En la Toscana Gabriele pronunció sus primeras palabras, y vivió un romance fugaz (una especie de fascinación mutua) con una niña napolitana de nueve años. También comenzó a cultivar una profunda pasión por los medios de transporte, que aún continúa. En Roma, delante del Coliseo, él me mostraba divertido todos los autobuses que circulaban. Y me enseñó que esa parte de la realidad que filtramos, sin percatarnos de ella, es mucho más interesante de lo que nunca hubiera imaginado (¿alguien se ha parado a observar atentamente el tráfico y los autobuses de Roma?).

Otro día, paseando por Lisboa, me percaté, con cierta pena, de que las ciudades que recorríamos serían para Gabriele lugares míticos, que nosotros le contaremos que visitó, pero que él no guardará en su memoria. Me acordé entonces del halo de misterio y fascinación que tenían para mí esos relatos: cuando mis padres me decían que de bebé estuve en un lugar, que conocí a una persona. Imaginaba cómo sería ese sitio, quién era esa persona. Así que Gabriele, pensé, nos imaginará un día paseando con él por las calles de Lisboa, a nosotros y a los amigos que nos acompañaban. Y sentí que quería vivir en esa fantasía.

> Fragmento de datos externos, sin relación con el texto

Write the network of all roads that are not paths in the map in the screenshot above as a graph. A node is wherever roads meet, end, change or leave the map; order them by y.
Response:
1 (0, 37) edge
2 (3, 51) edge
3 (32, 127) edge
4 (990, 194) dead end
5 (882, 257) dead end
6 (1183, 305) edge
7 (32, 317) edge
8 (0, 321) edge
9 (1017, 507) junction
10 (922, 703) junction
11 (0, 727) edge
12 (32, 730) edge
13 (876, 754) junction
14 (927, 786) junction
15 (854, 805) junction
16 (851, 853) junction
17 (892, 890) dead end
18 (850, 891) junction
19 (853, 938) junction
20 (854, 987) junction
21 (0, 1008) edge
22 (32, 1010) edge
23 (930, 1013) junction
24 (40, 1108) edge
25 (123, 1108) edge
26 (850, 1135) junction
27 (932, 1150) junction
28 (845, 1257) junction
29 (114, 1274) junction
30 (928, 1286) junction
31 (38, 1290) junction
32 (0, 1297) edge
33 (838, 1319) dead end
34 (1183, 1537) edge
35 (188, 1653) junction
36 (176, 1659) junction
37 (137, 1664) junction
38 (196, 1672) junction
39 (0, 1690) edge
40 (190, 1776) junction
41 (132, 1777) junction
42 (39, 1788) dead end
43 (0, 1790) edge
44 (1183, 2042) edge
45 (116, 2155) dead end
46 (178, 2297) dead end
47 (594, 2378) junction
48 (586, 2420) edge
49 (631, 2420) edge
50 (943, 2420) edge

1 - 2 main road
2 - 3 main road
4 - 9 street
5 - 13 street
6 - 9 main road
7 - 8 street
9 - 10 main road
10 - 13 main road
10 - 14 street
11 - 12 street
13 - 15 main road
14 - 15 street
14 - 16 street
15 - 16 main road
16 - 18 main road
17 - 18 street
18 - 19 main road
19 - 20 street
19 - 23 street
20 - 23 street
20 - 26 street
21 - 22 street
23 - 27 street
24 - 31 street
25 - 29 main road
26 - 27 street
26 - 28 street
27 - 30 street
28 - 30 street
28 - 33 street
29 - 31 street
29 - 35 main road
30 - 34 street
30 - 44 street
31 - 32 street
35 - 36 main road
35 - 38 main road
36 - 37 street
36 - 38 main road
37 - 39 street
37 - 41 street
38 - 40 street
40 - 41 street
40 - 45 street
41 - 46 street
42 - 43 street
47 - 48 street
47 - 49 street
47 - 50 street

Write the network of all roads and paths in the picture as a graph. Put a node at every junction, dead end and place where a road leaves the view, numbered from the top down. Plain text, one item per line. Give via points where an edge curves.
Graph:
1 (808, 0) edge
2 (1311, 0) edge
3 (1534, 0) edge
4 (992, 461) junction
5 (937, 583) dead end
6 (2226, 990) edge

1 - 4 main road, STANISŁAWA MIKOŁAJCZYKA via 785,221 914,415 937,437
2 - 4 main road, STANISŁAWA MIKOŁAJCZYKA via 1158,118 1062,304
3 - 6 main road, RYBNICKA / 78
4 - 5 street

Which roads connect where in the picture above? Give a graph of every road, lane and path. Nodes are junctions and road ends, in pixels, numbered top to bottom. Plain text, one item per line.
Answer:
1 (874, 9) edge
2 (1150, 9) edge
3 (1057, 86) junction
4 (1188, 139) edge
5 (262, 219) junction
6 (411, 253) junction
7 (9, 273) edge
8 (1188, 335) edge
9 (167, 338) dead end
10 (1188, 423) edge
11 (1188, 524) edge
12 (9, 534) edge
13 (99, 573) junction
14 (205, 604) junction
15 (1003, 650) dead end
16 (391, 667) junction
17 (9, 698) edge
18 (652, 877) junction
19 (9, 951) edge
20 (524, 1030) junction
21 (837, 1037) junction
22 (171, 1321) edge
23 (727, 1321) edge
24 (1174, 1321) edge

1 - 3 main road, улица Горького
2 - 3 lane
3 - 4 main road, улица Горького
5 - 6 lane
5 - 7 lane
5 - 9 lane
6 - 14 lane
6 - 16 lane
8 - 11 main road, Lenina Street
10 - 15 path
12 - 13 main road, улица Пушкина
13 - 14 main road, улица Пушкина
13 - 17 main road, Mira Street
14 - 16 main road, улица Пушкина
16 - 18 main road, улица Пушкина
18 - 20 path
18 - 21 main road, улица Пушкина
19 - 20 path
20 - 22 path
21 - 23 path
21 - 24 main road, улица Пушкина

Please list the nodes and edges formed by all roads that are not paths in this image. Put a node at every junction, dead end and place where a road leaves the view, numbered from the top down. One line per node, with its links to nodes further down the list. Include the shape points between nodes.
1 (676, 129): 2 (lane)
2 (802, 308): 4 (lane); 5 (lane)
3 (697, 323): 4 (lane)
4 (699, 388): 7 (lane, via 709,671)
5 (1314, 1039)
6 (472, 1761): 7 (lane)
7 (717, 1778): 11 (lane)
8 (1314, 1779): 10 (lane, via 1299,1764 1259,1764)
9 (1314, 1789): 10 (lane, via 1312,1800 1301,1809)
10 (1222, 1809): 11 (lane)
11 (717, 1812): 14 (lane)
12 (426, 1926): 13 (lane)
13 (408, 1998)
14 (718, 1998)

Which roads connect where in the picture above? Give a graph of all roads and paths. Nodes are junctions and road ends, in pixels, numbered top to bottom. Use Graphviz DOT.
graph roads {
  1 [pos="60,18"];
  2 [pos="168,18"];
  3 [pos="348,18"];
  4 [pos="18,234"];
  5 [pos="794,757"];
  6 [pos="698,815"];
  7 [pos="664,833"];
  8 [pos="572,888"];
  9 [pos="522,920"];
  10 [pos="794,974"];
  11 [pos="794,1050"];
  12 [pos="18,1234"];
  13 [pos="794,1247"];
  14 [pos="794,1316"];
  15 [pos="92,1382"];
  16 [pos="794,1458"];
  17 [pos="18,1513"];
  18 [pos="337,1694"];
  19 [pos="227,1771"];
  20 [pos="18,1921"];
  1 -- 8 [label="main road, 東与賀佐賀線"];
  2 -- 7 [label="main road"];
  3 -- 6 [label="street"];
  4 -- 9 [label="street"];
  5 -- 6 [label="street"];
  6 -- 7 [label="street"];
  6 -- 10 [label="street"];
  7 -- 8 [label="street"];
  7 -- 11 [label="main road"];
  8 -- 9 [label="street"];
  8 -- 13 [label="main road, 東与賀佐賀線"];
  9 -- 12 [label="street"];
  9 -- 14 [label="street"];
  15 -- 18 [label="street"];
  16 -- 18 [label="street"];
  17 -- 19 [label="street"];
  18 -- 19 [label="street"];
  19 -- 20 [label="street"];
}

Las vacaciones dan para imaginarlo todo, antes de volver a la realidad de cada uno. Y lo más maravilloso es que cuando uno tiene la suerte de poder vivirlas con intensidad, despreocupación y libertad, como lo hacen los niños, la vuelta a casa es como un reencuentro con uno mismo, dulce y verdadero. Se vuelve al mismo lugar pero se vuelve otro: con ideas nuevas, proyectos, fantasías. Me atrevería a decir que la principal causa de todos esos modernos síndromes y depresiones postvacacionales de los que tanto se habla (y que no son sino angustia existencial, en mi lenguaje) es que ya no podemos ni sabemos disfrutar de las vacaciones. Las vacaciones son un tiempo, pero también un lugar físico y mental. Y también pueden ser un no lugar. Para volver a descubrir el sentido y el valor de las vacaciones debemos mirar a los niños. Y dejarnos mirar por los niños. Y olvidarnos, y perdernos, y aceptar el ocio y el caos. La vuelta no es por ello más difícil. Al contrario, si tenemos un buen lugar al que volver, se convierte en una vuelta sin angustia, como el regreso a la seguridad del hogar tras una aventura insospechada.